Dataset content -
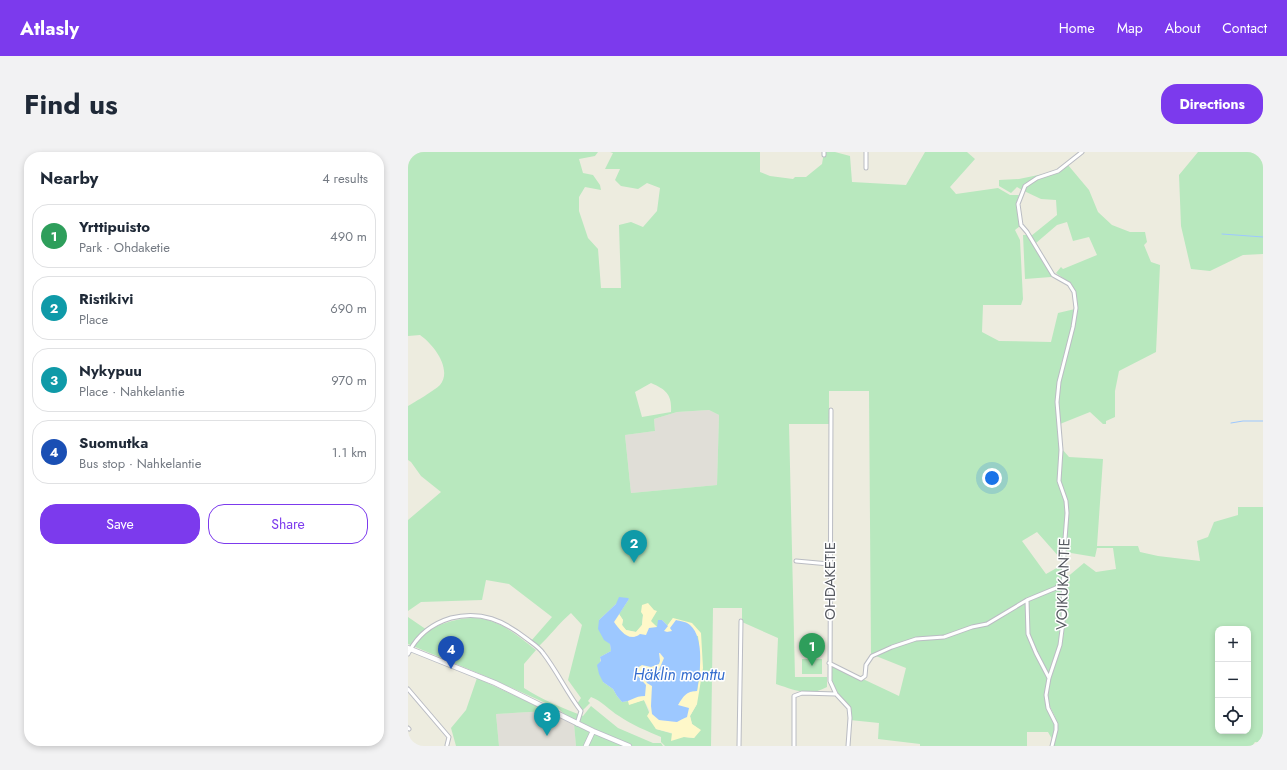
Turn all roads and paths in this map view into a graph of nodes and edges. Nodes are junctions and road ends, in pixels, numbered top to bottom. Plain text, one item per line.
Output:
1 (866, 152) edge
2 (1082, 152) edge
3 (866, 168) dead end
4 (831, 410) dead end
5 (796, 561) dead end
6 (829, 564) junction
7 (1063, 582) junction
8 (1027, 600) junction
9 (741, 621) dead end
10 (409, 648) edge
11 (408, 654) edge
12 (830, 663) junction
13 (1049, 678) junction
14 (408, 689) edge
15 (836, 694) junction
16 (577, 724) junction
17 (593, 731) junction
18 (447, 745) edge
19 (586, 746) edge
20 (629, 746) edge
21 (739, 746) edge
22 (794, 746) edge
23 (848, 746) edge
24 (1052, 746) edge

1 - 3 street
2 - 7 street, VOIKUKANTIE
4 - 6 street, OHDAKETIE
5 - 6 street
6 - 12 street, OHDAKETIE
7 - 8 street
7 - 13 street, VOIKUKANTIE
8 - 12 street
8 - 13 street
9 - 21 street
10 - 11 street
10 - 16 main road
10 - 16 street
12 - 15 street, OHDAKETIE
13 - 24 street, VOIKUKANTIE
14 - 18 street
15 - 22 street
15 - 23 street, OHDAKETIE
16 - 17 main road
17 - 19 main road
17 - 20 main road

Instructions to follow - Print every entry word for word; omit the pictures.

Solution to this task -
Turn all roads and paths in this map view into a graph of nodes and edges. Nodes are junctions and road ends, in pixels, numbered top to bottom. Plain text, one item per line.
Output:
1 (866, 152) edge
2 (1082, 152) edge
3 (866, 168) dead end
4 (831, 410) dead end
5 (796, 561) dead end
6 (829, 564) junction
7 (1063, 582) junction
8 (1027, 600) junction
9 (741, 621) dead end
10 (409, 648) edge
11 (408, 654) edge
12 (830, 663) junction
13 (1049, 678) junction
14 (408, 689) edge
15 (836, 694) junction
16 (577, 724) junction
17 (593, 731) junction
18 (447, 745) edge
19 (586, 746) edge
20 (629, 746) edge
21 (739, 746) edge
22 (794, 746) edge
23 (848, 746) edge
24 (1052, 746) edge

1 - 3 street
2 - 7 street, VOIKUKANTIE
4 - 6 street, OHDAKETIE
5 - 6 street
6 - 12 street, OHDAKETIE
7 - 8 street
7 - 13 street, VOIKUKANTIE
8 - 12 street
8 - 13 street
9 - 21 street
10 - 11 street
10 - 16 main road
10 - 16 street
12 - 15 street, OHDAKETIE
13 - 24 street, VOIKUKANTIE
14 - 18 street
15 - 22 street
15 - 23 street, OHDAKETIE
16 - 17 main road
17 - 19 main road
17 - 20 main road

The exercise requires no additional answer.